As my hearing is overly sensitive, and I could/can not ever listen to amplified sound at a rock concert, for example, the lessened volume was crucial for the IEM I chose. This does run at about a third of the iPod volume setting compared to half for other headphones (I did comparisons with a cheap back-of-neck pair and my over-ears on the commute: these by the way both do one thing: they place the music as an additional layer of sound closer to your ear, but no external sounds are mimimized at all. Conventional headphones therefore only distract you by their placement of preferred sounds nearer to your ear. Think of when you talk louder to a neighbor in public so as to drown out somebody else at a nearby table.
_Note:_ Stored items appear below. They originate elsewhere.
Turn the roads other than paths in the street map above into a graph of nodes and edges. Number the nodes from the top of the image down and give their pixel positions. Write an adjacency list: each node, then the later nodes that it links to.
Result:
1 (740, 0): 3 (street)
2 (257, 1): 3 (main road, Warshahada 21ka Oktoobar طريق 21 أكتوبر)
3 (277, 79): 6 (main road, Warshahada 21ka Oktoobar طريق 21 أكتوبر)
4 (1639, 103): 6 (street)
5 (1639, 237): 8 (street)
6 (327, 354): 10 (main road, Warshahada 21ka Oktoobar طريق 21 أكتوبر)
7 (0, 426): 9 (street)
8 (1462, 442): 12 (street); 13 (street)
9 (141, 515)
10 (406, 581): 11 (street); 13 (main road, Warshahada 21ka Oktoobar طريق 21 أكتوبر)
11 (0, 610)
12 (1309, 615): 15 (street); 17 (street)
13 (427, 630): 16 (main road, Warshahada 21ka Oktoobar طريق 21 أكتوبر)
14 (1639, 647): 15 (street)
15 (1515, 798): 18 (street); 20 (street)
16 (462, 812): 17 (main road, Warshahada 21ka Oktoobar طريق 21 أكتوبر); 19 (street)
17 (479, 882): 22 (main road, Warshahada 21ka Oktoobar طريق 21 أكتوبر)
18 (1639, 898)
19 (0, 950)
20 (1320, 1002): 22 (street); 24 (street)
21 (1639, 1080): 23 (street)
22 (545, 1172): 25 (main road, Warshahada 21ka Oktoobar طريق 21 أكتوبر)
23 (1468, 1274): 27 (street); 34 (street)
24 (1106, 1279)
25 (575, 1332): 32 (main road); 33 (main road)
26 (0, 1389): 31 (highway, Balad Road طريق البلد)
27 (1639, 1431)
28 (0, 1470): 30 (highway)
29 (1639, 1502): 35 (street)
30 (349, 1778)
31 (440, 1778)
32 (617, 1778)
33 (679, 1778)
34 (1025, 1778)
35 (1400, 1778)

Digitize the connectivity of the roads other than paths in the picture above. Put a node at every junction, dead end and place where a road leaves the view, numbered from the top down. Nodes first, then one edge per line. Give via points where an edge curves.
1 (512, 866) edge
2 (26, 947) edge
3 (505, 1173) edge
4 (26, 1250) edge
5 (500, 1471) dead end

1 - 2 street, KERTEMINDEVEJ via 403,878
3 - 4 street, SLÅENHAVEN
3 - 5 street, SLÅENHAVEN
What remains a bit of a problem is the cord. Sitting at a desk with a computer, if you are at all tall, plugging in to the computer for playback will nearly reach if not match the limits of the cord's length. These are better used while walking along or holding the iPod. The detachable cord feature also narrowed my choice to UE. At three feet it is perfect for movement while carrying a portable player. However, I have noticed a glitch with the initial starting up of the iPod, during the shift from regular use to the hold button, and the shutting off of one or both sides of the IEMs. But, this may be my own clumsiness or lack of practice. [If not, I will update this comment.]

But, how to wind up the cord into a pocket or case? It tangles constantly, and the need for the permanence of the semi-flexible bends near the ears means the wires cannot be totally compressed as they would be in buds-- or even other IEMs, I suppose. I carry them in an eyeglass case, since this allows less folds and preserves somewhat the twist given to the behind-the-ear beginning of the cords.

I give four rather than five stars for a specific reason. Past reviews led me to believe that a small leather case was also given gratis along with the metallic box. The UE booklet now lists it for $10. What is needed in the metallic box is a winding device; earlier models apparently included this while the one I bought notes, in the booklet, that such a winder is "optional" although it is not listed on the accessory form nor is it explained with which models it would presumably come free. For the price these sell for, I expected a bit more generosity in the "add-ons."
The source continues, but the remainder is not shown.